At the end of the course, the First Marine Division flew approximately 40 members of the class immediately to Korea to fill slots resulting from the casualties suffered at the Chosin Reservoir. They arrived in Korea in early January and became part of the Division’s assigned role to search out and capture North Korean units, which had been trapped in the South following the Inchon landing. The first member of the class to become a casualty was Jim Fitzgerald who was wounded in action on 28 January 1951. The first member of the class to give his life in Korea was Felix, “Bill” Goudelock, who was killed in action on 2 February 1951. The last member of the class to give his life was Victor Ohanesian who was killed in action on 1 March 1967 in Vietnam. The other members of the class who made the supreme sacrifice were: Bill Finch, Cary Cowart, Jr., Jim Ables, Bob Buchmann, Bob Munday, Bob Baumgart, Jim McGoey, Tom McVeigh and Elmore Smith. A monument to their memory was erected at The Basic School and dedicated during the Class Reunion, October 2000. Memorial Plaques have been installed at the colleges they attended. Memorial Bricks honoring them will be placed at the new National Museum of the Marine Corps at Quantico.

Others of the class received assignments to various Marine Corps facilities and many of them eventually served in Korea. Those assigned to the First Marine Division assembled at Camp Pendleton in early January and were immediately sent for winter training in a nearby area. As members of the Fifth Replacement Draft, they sailed from San Diego in mid-January, 1951 arrived at Pohang, Korea in late January and joined the First Marine Division which was in bivouac there.

Shortly afterwards, the Division moved back into the front lines at Wonju and most members of the First Special Basic Class saw their first combat in that area. They served throughout the campaigns of 1951 and into 1952.

Three members of the class, Pete McCloskey, Lucian Vestal and Harvey Nolan were awarded the Navy Cross. McCloskey later served as a Representative in Congress from California. Members of the class who were awarded the Silver Star were: Carl Annas, Bob Buchmann (2), Angus Deming, George Flood, Basile Lubka, Pete McCloskey, Joe Reisler, Chuck Daly, Cary Cowart, Jim McGoey, John Glascott, Tom Mc Veigh, Earl Musser, John Nichols, Jr., Brendan O'Donnell, Fred Redmon, Tom Reid, Harry Schanning and Bob Appleby. Col. Roy Batterton, our Battalion Commander at Quantico, received the Silver Star in Korea in 1952. There were numerous Bronze Star recipients.
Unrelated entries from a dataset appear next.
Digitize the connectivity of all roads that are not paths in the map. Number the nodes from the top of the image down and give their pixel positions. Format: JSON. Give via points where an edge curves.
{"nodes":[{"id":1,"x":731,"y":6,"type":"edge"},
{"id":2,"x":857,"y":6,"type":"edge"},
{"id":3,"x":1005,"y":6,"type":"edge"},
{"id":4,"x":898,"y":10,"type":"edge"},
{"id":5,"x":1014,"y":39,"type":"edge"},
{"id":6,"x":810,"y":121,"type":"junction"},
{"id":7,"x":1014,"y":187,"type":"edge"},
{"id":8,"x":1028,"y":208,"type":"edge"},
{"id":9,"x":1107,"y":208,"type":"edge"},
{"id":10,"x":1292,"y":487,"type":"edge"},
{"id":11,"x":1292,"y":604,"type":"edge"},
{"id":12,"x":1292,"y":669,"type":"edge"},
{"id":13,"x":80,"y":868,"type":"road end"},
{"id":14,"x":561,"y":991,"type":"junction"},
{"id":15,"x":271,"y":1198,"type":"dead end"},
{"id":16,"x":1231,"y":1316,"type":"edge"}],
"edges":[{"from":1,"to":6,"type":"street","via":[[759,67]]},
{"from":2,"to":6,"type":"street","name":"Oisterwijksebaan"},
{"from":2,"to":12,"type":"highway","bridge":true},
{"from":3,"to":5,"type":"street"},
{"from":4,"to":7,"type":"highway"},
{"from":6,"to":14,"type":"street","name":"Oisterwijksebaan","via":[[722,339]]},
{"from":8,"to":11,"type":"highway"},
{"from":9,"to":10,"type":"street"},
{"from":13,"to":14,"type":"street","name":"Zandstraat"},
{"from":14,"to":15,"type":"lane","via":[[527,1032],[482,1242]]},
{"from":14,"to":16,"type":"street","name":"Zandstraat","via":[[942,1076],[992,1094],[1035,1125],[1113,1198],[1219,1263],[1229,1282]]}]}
Two members of the class reached the rank of Major General: Hugh Hardy and Jack Frisbie; and there were a number of full Colonels. One member of the class, John Warner is a United States Senator from Virginia. Three members of the class became federal judges: Morey Sear of Louisiana, Louis Stanton of New York and Robert Bork of Washington, DC.

The Class has had seven reunions: 1999-2001, Quantico; 2002 Camp Pendleton; 2003, New Orleans (Marine Force Reserve); 2004, Camp Lejeune. 2005, Camp Pendleton/Miramar, 2006.